Commentaire • 0
Sur la décision
| Référence : | TJ Marseille, 3e ch. cab b1, 13 nov. 2025, n° 22/12443 |
|---|---|
| Numéro(s) : | 22/12443 |
| Importance : | Inédit |
| Dispositif : | Fait droit à une partie des demandes du ou des demandeurs sans accorder de délais d'exécution au défendeur |
| Date de dernière mise à jour : | 21 novembre 2025 |
| Lire la décision sur le site de la juridiction |
Texte intégral
TRIBUNAL JUDICIAIRE
DE MARSEILLE
TROISIEME CHAMBRE CIVILE – SECTION B
JUGEMENT N°
Enrôlement : N° RG 22/12443 – N° Portalis DBW3-W-B7G-2WP7
AFFAIRE :
M. [R] [N] (la SELARL CARLINI & ASSOCIES)
C/
S.A.S.U. PV CP CITY (la SELARL RINGLE ROY & ASSOCIES)

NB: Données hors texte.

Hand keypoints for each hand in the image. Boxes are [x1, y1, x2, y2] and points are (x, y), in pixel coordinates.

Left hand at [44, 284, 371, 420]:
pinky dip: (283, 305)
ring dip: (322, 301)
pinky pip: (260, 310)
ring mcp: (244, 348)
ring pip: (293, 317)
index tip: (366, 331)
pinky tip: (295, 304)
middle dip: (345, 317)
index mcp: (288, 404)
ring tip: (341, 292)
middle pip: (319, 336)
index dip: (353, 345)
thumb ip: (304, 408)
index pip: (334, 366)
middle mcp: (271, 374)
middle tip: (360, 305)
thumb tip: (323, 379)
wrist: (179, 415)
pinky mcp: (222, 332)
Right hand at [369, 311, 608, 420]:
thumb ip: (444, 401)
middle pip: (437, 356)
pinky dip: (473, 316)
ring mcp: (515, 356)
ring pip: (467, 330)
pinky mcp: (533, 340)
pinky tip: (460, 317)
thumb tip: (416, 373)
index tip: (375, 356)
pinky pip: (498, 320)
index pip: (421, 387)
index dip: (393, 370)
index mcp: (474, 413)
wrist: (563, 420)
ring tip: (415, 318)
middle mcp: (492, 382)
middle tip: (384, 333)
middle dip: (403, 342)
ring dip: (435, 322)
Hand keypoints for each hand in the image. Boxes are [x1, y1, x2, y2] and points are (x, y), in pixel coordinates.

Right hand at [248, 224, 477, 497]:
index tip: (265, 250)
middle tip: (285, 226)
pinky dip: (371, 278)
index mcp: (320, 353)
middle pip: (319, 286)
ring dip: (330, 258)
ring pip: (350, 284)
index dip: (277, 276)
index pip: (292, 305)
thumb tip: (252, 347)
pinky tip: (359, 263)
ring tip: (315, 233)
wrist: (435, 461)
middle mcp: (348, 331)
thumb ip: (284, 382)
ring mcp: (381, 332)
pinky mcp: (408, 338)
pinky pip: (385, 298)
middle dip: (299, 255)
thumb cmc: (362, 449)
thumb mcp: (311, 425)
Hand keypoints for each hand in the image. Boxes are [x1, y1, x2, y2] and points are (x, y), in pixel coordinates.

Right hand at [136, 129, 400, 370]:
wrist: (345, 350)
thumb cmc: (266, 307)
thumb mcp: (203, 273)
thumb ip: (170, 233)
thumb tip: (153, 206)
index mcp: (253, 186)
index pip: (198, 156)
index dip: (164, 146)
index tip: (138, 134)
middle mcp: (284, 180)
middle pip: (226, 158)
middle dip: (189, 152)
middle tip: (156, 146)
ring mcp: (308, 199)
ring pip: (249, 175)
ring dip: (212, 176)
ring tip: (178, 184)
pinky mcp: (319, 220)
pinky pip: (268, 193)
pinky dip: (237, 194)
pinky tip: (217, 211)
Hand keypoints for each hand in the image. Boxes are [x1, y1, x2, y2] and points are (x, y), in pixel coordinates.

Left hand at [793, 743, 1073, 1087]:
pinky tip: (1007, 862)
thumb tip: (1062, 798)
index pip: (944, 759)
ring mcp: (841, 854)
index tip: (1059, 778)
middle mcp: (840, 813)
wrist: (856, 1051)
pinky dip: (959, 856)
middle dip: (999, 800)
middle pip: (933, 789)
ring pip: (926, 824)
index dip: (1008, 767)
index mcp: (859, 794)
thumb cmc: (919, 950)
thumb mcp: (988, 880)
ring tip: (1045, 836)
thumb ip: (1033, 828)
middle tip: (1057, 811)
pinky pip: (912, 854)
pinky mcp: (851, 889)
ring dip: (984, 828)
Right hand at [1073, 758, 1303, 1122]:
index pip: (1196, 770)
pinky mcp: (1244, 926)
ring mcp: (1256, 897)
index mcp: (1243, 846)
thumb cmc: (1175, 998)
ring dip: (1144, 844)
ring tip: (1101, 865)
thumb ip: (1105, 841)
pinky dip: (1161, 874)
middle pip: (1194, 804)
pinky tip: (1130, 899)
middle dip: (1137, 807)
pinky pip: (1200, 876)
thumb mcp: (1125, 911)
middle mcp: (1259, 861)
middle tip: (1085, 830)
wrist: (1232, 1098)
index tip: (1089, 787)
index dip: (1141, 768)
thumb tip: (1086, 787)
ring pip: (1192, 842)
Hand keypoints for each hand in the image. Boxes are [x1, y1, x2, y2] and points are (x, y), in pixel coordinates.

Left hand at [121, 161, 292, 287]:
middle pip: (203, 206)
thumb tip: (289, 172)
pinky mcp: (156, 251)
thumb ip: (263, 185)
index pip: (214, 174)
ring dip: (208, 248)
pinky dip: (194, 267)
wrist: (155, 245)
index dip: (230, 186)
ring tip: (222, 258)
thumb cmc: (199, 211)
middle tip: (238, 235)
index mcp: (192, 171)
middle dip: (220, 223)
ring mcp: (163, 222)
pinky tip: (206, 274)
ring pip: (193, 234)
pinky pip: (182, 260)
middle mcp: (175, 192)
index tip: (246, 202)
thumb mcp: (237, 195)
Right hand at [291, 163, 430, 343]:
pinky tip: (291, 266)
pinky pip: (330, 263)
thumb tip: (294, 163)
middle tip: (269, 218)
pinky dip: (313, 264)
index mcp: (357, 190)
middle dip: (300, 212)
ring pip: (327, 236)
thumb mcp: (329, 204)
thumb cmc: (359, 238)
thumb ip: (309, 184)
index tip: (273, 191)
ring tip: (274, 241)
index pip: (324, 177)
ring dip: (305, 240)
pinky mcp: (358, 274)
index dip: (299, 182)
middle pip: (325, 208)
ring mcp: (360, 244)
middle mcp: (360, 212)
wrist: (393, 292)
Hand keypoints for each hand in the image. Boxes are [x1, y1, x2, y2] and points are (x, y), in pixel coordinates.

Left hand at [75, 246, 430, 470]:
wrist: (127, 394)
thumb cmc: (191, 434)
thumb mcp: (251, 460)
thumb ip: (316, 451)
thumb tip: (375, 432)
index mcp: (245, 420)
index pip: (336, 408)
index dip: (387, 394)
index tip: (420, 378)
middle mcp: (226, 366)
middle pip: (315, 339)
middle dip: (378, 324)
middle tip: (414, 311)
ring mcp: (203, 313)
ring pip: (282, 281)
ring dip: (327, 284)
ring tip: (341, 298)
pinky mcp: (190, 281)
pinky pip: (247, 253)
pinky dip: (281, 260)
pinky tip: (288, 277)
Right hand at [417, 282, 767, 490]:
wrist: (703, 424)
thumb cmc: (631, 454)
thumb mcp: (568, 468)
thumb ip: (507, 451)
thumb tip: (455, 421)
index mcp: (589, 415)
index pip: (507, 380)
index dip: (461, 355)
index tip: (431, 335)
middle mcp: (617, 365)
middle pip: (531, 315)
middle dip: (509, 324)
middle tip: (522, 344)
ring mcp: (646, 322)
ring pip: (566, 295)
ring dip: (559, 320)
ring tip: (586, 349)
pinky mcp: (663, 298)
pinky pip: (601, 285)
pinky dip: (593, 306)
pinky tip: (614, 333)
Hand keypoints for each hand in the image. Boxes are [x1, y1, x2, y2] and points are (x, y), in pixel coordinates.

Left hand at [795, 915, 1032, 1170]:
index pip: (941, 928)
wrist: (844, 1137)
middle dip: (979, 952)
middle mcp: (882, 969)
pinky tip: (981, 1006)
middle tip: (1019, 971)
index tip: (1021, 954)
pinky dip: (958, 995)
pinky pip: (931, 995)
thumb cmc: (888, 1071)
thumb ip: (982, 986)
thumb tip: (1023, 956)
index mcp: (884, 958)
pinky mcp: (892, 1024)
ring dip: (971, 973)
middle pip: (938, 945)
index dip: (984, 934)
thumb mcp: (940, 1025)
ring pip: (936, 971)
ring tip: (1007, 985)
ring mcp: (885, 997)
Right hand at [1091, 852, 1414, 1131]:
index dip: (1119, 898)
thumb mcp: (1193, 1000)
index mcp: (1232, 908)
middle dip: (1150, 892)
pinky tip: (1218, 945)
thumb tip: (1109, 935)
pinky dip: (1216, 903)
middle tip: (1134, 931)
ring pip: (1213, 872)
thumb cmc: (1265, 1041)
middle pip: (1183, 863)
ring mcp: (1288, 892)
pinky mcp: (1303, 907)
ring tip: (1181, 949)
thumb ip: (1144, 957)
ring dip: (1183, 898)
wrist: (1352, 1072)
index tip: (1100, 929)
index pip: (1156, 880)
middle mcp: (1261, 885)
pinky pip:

Rapport oral préalablement fait
DÉBATS : A l’audience Publique du 11 Septembre 2025
COMPOSITION DU TRIBUNAL lors des débats et du délibéré
Président : Mme Anna SPONTI, Juge
Greffier : Madame Olivia ROUX, lors des débats
A l’issue de laquelle, la date du délibéré a été fixée au : 13 Novembre 2025
Les parties ont été avisées que le prononcé public de la décision aura lieu par mise à disposition au greffe le 13 Novembre 2025
PRONONCE en audience publique par mise à disposition au greffe le 13 Novembre 2025
Par Mme Anna SPONTI, Juge
Assistée de Madame Olivia ROUX,
NATURE DU JUGEMENT
contradictoire et en premier ressort
NOM DES PARTIES
DEMANDEUR
Monsieur [R] [N]
né le 28 Décembre 1959 à PAU (PYRENEES-ATLANTIQUES)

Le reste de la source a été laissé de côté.